Multiple GPU's & Multiple Slaves,

anthonygelatka · September 30, 2014, 3:23pm

Hi All

I have an 8x GPU box with 8x Slave instances running.

Submitting a job with the selection of 1 GPU per task over the 8 slave instances and it only utilises 1 GPU for all 8 slaves.

Set it to 0 GPU per task then it submits over all the cards.

I’m trying to get each task to utilise only 1 GPU to test the most efficient method of render.

Using Maya 2015 ext1 with RedShift v1.0.58 on Windows 8.1.

You can select in the rendering menu which GPU to use when in Maya but this will mean only one GPU is used across submission.

I want ‘Slave-Instance1’ to use ‘GPU1’ and so on.

Is there a way to do this with Deadline 7? (I’m using beta3)

rrussell · September 30, 2014, 4:47pm

You could modify the Maya plugin and add some code to check the slave name, and use a specific GPU depending on the slave name. For example, this is the current code in MayaBatch.py:

            gpusPerTask = self.GetIntegerPluginInfoEntryWithDefault( "RedshiftGPUsPerTask", 0 )
            if gpusPerTask > 0:
                gpus = []
                for i in range((self.GetThreadNumber() * gpusPerTask), (self.GetThreadNumber() * gpusPerTask) + gpusPerTask):
                    gpus.append(str(i))
                
                # GPU array is in melscript format. For example: {0,1}
                return 'redshiftSelectCudaDevices({' + ",".join(gpus) + '});'

You could do something like this instead:

            gpus = ""
            thisSlave = self.deadlinePlugin.GetSlaveName().lower()
            if thisSlave = "slave-01":
                gpus = "0"
            elif thisSlave = "slave-02":
                gpus = "1"
            elif thisSlave = "slave-03":
                gpus = "2"
            elif thisSlave = "slave-04":
                gpus = "3"
            elif:
                # etc...
                
            if gpus != "":
                return 'redshiftSelectCudaDevices({' + gpus + '});'

Cheers,
Ryan

anthonygelatka · October 3, 2014, 9:43am

Not sure how this code works?

I’m guessing the GetSlaveName needs to have the same slave name as the slave instance

so if I said “GPUslave”, “GPUslave-02” I would have to specifiy that in the file, this therefore wouldn’t work if I had two seperate GPU machines.
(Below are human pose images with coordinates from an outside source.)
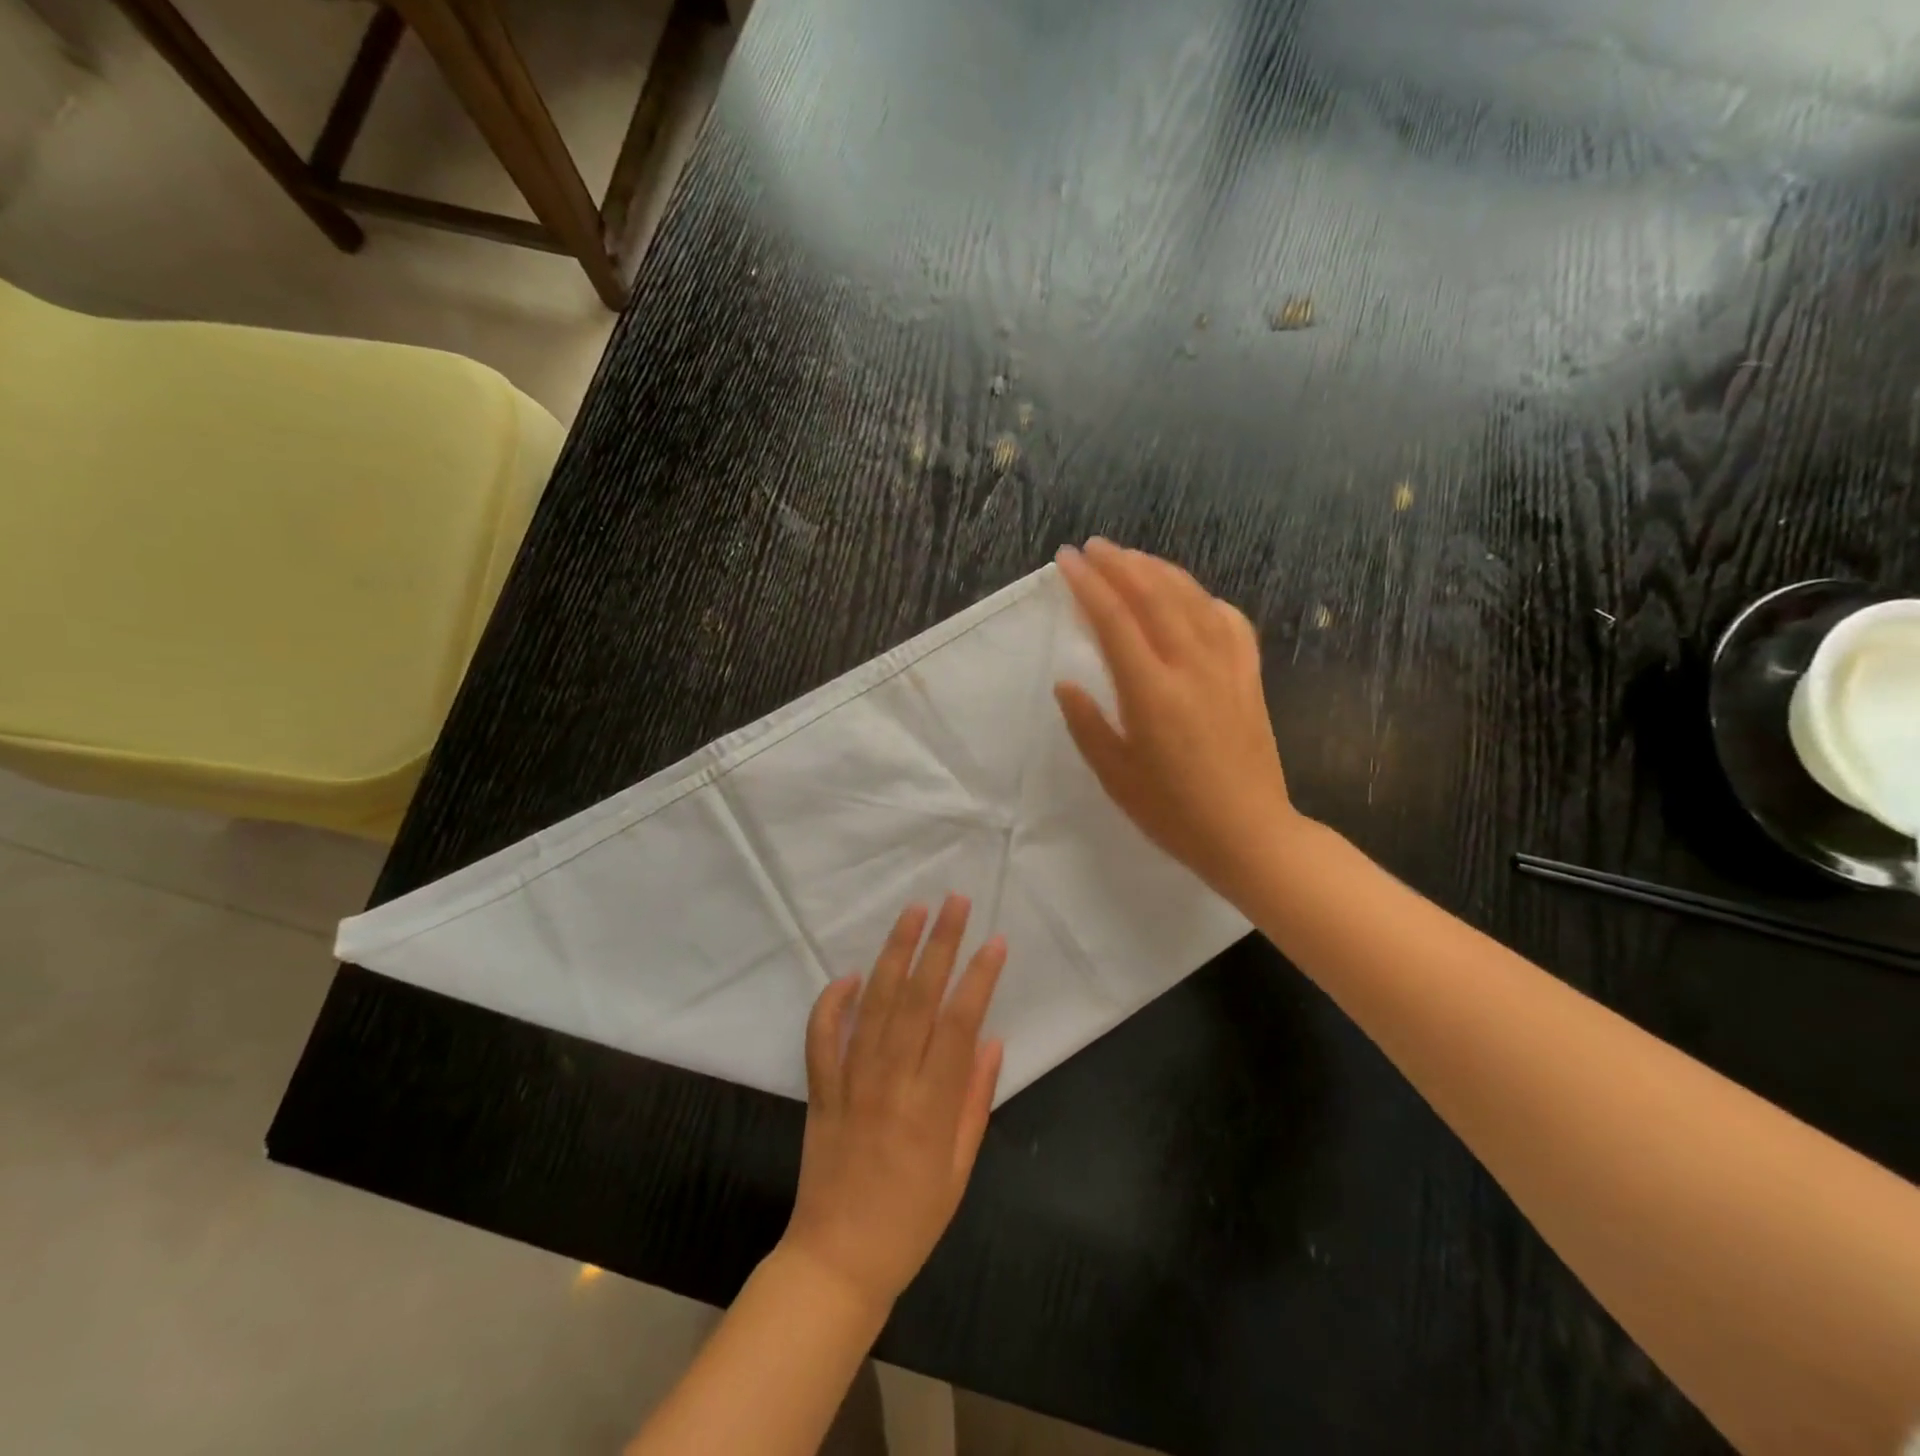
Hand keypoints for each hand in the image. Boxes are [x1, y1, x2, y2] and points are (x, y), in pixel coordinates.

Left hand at [782, 896, 1005, 1314]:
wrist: (838, 1260)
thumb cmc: (912, 1219)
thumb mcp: (960, 1168)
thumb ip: (975, 1100)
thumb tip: (992, 1040)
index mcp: (932, 1104)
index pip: (959, 1023)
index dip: (979, 978)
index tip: (995, 941)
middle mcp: (892, 1081)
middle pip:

Also does the gpus command not allocate a number of gpus? so in this example slave-01 gets 0 gpus but slave-04 gets 3 gpus?.

I don’t seem to get a decent division across the GPU’s, it seems to be splitting the job as the GPU’s don’t max out, they look like they are splitting the job rather than rendering independantly?

Any help with this greatly appreciated

thanks

Ant

rrussell · October 3, 2014, 2:15pm

The example code is assigning one GPU to each slave. The redshiftSelectCudaDevices({’ + gpus + '}); command takes a list, and we’re just passing a single item in that list. The previous code (redshiftSelectCudaDevices({’ + “,”.join(gpus) + '});) was taking the gpus array and converting it to a comma-separated list to pass to the same command.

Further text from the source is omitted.